━━━━━ Material to process

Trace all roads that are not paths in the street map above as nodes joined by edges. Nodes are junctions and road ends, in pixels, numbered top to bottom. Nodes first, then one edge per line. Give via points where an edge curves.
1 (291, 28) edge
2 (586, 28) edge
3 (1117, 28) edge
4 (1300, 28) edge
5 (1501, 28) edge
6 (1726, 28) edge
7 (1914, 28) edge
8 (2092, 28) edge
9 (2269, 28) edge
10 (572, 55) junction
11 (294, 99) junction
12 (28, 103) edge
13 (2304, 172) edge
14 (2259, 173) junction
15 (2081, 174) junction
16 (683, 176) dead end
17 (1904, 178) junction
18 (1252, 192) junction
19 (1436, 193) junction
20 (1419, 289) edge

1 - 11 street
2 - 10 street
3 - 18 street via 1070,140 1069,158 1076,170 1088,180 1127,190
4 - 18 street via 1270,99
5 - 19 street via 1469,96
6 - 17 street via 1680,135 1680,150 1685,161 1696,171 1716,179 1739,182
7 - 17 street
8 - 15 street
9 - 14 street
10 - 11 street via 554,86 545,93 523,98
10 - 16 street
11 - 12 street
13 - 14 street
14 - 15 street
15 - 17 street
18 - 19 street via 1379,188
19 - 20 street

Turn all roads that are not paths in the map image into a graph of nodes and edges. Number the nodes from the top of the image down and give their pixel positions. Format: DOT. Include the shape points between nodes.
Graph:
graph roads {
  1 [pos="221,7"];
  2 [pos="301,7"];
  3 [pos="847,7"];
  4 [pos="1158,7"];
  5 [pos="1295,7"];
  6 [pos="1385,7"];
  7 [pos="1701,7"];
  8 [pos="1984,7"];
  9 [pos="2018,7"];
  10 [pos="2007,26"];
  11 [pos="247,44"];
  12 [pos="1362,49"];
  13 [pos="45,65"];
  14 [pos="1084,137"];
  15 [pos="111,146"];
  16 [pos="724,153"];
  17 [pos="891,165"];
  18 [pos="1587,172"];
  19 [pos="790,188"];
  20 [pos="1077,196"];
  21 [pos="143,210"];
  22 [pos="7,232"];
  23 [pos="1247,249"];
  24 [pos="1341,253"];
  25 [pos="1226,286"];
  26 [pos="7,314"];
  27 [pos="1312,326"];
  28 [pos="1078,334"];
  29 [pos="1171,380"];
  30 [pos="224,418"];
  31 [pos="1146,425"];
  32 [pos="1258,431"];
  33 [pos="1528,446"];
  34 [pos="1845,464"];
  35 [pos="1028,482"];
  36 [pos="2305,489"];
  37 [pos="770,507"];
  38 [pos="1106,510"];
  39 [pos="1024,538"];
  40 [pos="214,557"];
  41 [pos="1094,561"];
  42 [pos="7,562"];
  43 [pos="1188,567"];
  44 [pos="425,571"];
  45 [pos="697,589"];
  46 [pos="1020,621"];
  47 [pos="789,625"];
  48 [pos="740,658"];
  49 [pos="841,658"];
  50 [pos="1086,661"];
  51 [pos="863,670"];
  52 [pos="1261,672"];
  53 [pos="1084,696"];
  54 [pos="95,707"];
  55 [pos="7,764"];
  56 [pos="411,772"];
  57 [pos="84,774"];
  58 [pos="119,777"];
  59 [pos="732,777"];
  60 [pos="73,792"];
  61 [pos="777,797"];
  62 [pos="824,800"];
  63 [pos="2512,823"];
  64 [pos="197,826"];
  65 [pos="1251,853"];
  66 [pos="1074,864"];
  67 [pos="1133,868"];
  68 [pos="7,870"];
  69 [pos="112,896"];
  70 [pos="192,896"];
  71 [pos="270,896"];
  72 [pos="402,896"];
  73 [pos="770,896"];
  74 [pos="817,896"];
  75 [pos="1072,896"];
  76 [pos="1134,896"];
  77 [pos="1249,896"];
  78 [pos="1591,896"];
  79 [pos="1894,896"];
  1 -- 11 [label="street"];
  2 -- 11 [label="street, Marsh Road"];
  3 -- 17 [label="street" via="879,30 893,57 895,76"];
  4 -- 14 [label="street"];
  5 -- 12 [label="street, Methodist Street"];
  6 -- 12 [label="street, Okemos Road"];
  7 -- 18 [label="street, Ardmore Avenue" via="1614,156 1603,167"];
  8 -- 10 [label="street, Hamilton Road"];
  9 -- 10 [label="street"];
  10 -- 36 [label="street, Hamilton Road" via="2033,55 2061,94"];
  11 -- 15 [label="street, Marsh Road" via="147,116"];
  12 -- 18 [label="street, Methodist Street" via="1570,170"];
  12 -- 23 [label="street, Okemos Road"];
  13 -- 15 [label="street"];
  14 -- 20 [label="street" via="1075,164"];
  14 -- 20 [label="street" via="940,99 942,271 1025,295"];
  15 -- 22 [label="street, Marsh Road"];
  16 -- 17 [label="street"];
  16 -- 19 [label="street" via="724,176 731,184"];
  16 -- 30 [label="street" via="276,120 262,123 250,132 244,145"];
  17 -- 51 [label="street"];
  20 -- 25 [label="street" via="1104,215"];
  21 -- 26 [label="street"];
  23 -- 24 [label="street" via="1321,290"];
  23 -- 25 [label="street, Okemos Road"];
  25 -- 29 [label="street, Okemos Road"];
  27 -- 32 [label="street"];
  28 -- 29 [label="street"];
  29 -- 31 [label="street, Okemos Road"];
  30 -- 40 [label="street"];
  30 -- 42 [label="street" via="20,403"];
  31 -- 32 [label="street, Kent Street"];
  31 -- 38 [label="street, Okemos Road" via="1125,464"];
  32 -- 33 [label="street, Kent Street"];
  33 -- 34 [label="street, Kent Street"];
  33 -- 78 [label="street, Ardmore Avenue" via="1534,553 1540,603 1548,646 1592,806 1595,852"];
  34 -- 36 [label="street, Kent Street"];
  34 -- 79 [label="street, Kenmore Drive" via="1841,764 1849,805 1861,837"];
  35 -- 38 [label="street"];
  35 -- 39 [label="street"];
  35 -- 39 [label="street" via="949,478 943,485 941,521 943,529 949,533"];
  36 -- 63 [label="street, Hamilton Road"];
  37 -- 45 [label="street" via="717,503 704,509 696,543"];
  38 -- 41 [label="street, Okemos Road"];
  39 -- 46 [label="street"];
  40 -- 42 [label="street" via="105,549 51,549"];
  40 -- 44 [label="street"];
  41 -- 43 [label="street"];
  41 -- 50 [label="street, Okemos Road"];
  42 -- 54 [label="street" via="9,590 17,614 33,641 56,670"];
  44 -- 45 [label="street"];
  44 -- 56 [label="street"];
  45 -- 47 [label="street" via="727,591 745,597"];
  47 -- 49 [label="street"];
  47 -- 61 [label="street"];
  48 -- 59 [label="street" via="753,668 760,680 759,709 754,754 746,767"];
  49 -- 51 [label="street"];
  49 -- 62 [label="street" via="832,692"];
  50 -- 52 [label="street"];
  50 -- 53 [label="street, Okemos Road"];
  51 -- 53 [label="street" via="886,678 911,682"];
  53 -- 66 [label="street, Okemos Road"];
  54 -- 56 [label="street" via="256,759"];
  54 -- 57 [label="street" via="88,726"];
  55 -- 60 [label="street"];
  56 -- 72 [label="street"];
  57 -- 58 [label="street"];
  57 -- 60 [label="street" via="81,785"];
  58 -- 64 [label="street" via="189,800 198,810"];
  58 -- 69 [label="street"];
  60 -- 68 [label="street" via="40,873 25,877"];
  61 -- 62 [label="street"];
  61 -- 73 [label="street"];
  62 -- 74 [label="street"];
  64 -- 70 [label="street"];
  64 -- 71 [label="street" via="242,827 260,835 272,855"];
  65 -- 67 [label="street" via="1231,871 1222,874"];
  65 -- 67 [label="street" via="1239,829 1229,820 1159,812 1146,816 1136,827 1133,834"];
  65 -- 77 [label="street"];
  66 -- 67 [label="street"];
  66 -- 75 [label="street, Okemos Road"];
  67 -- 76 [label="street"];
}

━━━━━━━━━━

=== Assigned task ===
From the first line to the last, give the data again exactly.

=== Your response ===
Trace all roads that are not paths in the street map above as nodes joined by edges. Nodes are junctions and road ends, in pixels, numbered top to bottom. Nodes first, then one edge per line. Give via points where an edge curves.
1 (291, 28) edge
2 (586, 28) edge
3 (1117, 28) edge
4 (1300, 28) edge
5 (1501, 28) edge
6 (1726, 28) edge
7 (1914, 28) edge
8 (2092, 28) edge
9 (2269, 28) edge
10 (572, 55) junction
11 (294, 99) junction
12 (28, 103) edge
13 (2304, 172) edge
14 (2259, 173) junction
15 (2081, 174) junction
16 (683, 176) dead end
17 (1904, 178) junction
18 (1252, 192) junction
19 (1436, 193) junction
20 (1419, 289) edge

1 - 11 street
2 - 10 street
3 - 18 street via 1070,140 1069,158 1076,170 1088,180 1127,190
4 - 18 street via 1270,99
5 - 19 street via 1469,96
6 - 17 street via 1680,135 1680,150 1685,161 1696,171 1716,179 1739,182
7 - 17 street
8 - 15 street
9 - 14 street
10 - 11 street via 554,86 545,93 523,98
10 - 16 street
11 - 12 street
13 - 14 street
14 - 15 street
15 - 17 street
18 - 19 street via 1379,188
19 - 20 street

Turn all roads that are not paths in the map image into a graph of nodes and edges. Number the nodes from the top of the image down and give their pixel positions. Format: DOT. Include the shape points between nodes.
Graph:
graph roads {
  1 [pos="221,7"];
  2 [pos="301,7"];
  3 [pos="847,7"];
  4 [pos="1158,7"];
  5 [pos="1295,7"];
  6 [pos="1385,7"];
  7 [pos="1701,7"];
  8 [pos="1984,7"];
  9 [pos="2018,7"];
  10 [pos="2007,26"];
  11 [pos="247,44"];
  12 [pos="1362,49"];
  13 [pos="45,65"];
  14 [pos="1084,137"];
  15 [pos="111,146"];
  16 [pos="724,153"];
  17 [pos="891,165"];
  18 [pos="1587,172"];
  19 [pos="790,188"];
  20 [pos="1077,196"];
  21 [pos="143,210"];
  22 [pos="7,232"];
  23 [pos="1247,249"];
  24 [pos="1341,253"];
  25 [pos="1226,286"];
  26 [pos="7,314"];
  27 [pos="1312,326"];
  28 [pos="1078,334"];
  29 [pos="1171,380"];
  30 [pos="224,418"];
  31 [pos="1146,425"];
  32 [pos="1258,431"];
  33 [pos="1528,446"];
  34 [pos="1845,464"];
  35 [pos="1028,482"];
  36 [pos="2305,489"];
  37 [pos="770,507"];
  38 [pos="1106,510"];
  39 [pos="1024,538"];
  40 [pos="214,557"];
  41 [pos="1094,561"];
  42 [pos="7,562"];
  43 [pos="1188,567"];
  44 [pos="425,571"];
  45 [pos="697,589"];
  46 [pos="1020,621"];
  47 [pos="789,625"];
  48 [pos="740,658"];
  49 [pos="841,658"];
  50 [pos="1086,661"];
  51 [pos="863,670"];
  52 [pos="1261,672"];
  53 [pos="1084,696"];
  54 [pos="95,707"];
  55 [pos="7,764"];
  56 [pos="411,772"];
  57 [pos="84,774"];
  58 [pos="119,777"];
  59 [pos="732,777"];
  60 [pos="73,792"];
  61 [pos="777,797"];
  62 [pos="824,800"];
  63 [pos="2512,823"];
  64 [pos="197,826"];
  65 [pos="1251,853"];
  66 [pos="1074,864"];
  67 [pos="1133,868"];
  68 [pos="7,870"];
  69 [pos="112,896"];
  70 [pos="192,896"];
  71 [pos="270,896"];
  72 [pos="402,896"];
  73 [pos="770,896"];
  74 [pos="817,896"];
  75 [pos="1072,896"];
  76 [pos="1134,896"];
  77 [pos="1249,896"];
  78 [pos="1591,896"];
  79 [pos="1894,896"];
  1 -- 11 [label="street"];
  2 -- 11 [label="street, Marsh Road"];
  3 -- 17 [label="street" via="879,30 893,57 895,76"];
  4 -- 14 [label="street"];
  5 -- 12 [label="street, Methodist Street"];
  6 -- 12 [label="street, Okemos Road"];
  7 -- 18 [label="street, Ardmore Avenue" via="1614,156 1603,167"];
  8 -- 10 [label="street, Hamilton Road"];
  9 -- 10 [label="street"];
  10 -- 36 [label="street, Hamilton Road" via="2033,55 2061,94"];
  11 -- 15 [label="street, Marsh Road" via="147,116"];
  12 -- 18 [label="street, Methodist Street" via="1570,170"];
  12 -- 23 [label="street, Okemos Road"];
  13 -- 15 [label="street"];
  14 -- 20 [label="street" via="1075,164"];
  14 -- 20 [label="street" via="940,99 942,271 1025,295"];
  15 -- 22 [label="street, Marsh Road"];
  16 -- 17 [label="street"];
  16 -- 19 [label="street" via="724,176 731,184"];
  16 -- 30 [label="street" via="276,120 262,123 250,132 244,145"];
  17 -- 51 [label="street"];
  20 -- 25 [label="street" via="1104,215"];
  21 -- 26 [label="street"];
  23 -- 24 [label="street" via="1321,290"];
  23 -- 25 [label="street, Okemos Road"];
  25 -- 29 [label="street, Okemos Road"];
  27 -- 32 [label="street"];
  28 -- 29 [label="street"];
  29 -- 31 [label="street, Okemos Road"];
  30 -- 40 [label="street"];
  30 -- 42 [label="street" via="20,403"];
  31 -- 32 [label="street, Kent Street"];
  31 -- 38 [label="street, Okemos Road" via="1125,464"];
  32 -- 33 [label="street, Kent Street"];
  33 -- 34 [label="street, Kent Street"];
  33 -- 78 [label="street, Ardmore Avenue" via="1534,553 1540,603 1548,646 1592,806 1595,852"];
  34 -- 36 [label="street, Kent Street"];
  34 -- 79 [label="street, Kenmore Drive" via="1841,764 1849,805 1861,837"];
  35 -- 38 [label="street"];
  35 -- 39 [label="street"];
  35 -- 39 [label="street" via="949,478 943,485 941,521 943,529 949,533"];
  36 -- 63 [label="street, Hamilton Road"];
  37 -- 45 [label="street" via="717,503 704,509 696,543"];
  38 -- 41 [label="street, Okemos Road"];
  39 -- 46 [label="street"];
  40 -- 42 [label="street" via="105,549 51,549"];
  40 -- 44 [label="street"];
  41 -- 43 [label="street"];
  41 -- 50 [label="street, Okemos Road"];
  42 -- 54 [label="street" via="9,590 17,614 33,641 56,670"];
  44 -- 45 [label="street"];
  44 -- 56 [label="street"];
  45 -- 47 [label="street" via="727,591 745,597"];
  47 -- 49 [label="street"];
  47 -- 61 [label="street"];
  48 -- 59 [label="street" via="753,668 760,680 759,709 754,754 746,767"];
  49 -- 51 [label="street"];
  49 -- 62 [label="street" via="832,692"];
  50 -- 52 [label="street"];
  50 -- 53 [label="street, Okemos Road"];
  51 -- 53 [label="street" via="886,678 911,682"];
  53 -- 66 [label="street, Okemos Road"];
  54 -- 56 [label="street" via="256,759"];
  54 -- 57 [label="street" via="88,726"];
  55 -- 60 [label="street"];
  56 -- 72 [label="street"];
  57 -- 58 [label="street"];
  57 -- 60 [label="street" via="81,785"];
  58 -- 64 [label="street" via="189,800 198,810"];
  58 -- 69 [label="street"];
  60 -- 68 [label="street" via="40,873 25,877"];
  61 -- 62 [label="street"];
  61 -- 73 [label="street"];
  62 -- 74 [label="street"];
  64 -- 70 [label="street"];
  64 -- 71 [label="street" via="242,827 260,835 272,855"];
  65 -- 67 [label="street" via="1231,871 1222,874"];
  65 -- 67 [label="street" via="1239,829 1229,820 1159,812 1146,816 1136,827 1133,834"];
  65 -- 77 [label="street"];
  66 -- 67 [label="street"];
  66 -- 75 [label="street, Okemos Road"];
  67 -- 76 [label="street"];
}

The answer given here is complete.